Le 19 septembre 2002, ces militaires ivoiriens et leurs alliés attaquent leur propre pays avec, à leur tête, un officier de gendarmerie…
Le camp de gendarmerie d’Agban, dans la banlieue d’Abidjan, servit de lieu de confrontation entre ceux qui étaient désignés comme « rebelles » et les loyalistes…
C’est l’histoire romancée de cette attaque qui vous est ici contée.
Elle se soldera par un échec. Mais le conflit engagé ce 19 septembre 2002 va perdurer et traumatiser la Côte d’Ivoire pendant plusieurs années…
I
La panique avait annihilé toute la petite science de l’écriture qu’il avait laborieusement emmagasinée sous les coups de chicotte des prêtres blancs, dans l’école de son village. Le destinataire fit appel à son savoir en matière d’écriture pour « décrypter » la note. Il jeta un coup d’œil aux autres personnes qui étaient dans la vaste salle qui leur servait de bureau ; personne ne lui prêtait attention. Il se dirigea vers celui qui réceptionnait tous les messages.
Troublé par le contenu de la note, il lui fallait plus de précisions.
Ayé Ayé était son homme à tout faire. Ainsi, l’avait-il chargé d’une importante transaction. La note qu’il avait laissée était non seulement vague, mais trop sibylline. À y penser, il était dans tous ses états. Ayé Ayé ne devait revenir que dans deux semaines. Pour avoir plus de précisions, il décida de se rendre au domicile de son homme de confiance. Mais Ayé Ayé habitait l’un des quartiers les plus sordides de la ville : BORIBANA. D’un accès difficile, même en pleine journée.

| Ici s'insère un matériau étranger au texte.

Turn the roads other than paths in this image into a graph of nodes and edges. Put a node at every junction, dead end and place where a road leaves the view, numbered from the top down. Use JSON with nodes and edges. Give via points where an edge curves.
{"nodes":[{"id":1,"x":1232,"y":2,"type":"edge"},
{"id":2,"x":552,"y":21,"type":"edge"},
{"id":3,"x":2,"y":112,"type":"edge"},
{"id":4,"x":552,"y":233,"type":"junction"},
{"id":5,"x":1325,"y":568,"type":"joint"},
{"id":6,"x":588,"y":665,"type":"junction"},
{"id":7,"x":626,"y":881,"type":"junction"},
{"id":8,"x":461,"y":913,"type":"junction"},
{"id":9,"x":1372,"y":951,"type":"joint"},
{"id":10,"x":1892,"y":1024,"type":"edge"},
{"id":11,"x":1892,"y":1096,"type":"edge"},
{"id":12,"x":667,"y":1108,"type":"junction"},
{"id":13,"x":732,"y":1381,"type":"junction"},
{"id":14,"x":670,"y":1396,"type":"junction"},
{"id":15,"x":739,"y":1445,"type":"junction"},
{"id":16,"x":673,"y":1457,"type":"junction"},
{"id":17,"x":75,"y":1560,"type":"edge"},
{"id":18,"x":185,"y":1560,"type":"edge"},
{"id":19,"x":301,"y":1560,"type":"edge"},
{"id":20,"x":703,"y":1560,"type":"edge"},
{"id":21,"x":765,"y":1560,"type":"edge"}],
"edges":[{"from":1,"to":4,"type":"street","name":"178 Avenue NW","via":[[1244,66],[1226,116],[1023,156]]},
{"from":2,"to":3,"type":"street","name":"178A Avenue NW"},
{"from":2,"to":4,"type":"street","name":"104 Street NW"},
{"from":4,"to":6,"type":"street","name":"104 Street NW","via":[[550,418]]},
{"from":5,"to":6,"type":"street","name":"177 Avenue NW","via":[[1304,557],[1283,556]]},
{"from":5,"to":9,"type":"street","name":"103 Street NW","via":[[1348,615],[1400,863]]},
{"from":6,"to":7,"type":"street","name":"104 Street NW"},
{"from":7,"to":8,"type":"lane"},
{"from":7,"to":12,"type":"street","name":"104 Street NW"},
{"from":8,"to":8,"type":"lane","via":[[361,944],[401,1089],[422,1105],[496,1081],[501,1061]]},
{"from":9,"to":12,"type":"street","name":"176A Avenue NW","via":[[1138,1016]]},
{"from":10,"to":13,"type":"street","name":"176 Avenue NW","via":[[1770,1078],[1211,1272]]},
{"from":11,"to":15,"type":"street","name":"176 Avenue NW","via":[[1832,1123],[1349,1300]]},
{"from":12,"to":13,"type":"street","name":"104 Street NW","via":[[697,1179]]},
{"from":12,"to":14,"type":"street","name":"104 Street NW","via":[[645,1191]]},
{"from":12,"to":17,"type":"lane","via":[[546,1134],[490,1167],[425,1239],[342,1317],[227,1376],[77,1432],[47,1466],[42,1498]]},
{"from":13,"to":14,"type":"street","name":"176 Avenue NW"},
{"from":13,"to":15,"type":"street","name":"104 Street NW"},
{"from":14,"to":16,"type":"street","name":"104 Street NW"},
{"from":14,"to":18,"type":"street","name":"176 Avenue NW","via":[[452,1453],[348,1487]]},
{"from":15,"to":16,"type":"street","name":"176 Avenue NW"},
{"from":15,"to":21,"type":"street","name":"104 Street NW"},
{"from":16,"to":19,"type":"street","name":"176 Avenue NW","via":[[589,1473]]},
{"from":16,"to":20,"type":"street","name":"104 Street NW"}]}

Ainsi, Sika se dit qu’il était plus sage d’attendre Moussa. Ce dernier ne mit pas longtemps à revenir.
L’affaire prenait une tournure qu’il n’aimait pas. Un rendez-vous à Kankan Koura. Pourquoi pas à Kismaayo ou à Huambo ? C’était le quartier où la criminalité battait tous les records.
Pour un battement de cils, tu pouvais recevoir une balle ou avoir la gorge tranchée. Si Ayé Ayé lui avait fixé rendez-vous dans un tel bled, c’est qu’il y avait urgence.
Le cosmos ? Une baraque qui servait autant de dortoir, de bar, de restaurant que de lieu de consommation de bien d’autres choses indéterminées. Le chemin entre les baraques qui y menait servait de dépotoir et l’odeur pestilentielle qui émanait de cet endroit collait à la peau.
Il traversa les lieux, se disant qu’à tout moment il pouvait mourir.
Il prit son courage à deux mains et s’avança vers une grosse dame qui était adossée au comptoir.
Avec tout le tintamarre fait autour du SIDA, il faut être maso pour monter avec une fille de bar. Ainsi, paya-t-il la consommation et s’éclipsa, la tête en feu. Il se demandait où pouvait bien se terrer Ayé Ayé.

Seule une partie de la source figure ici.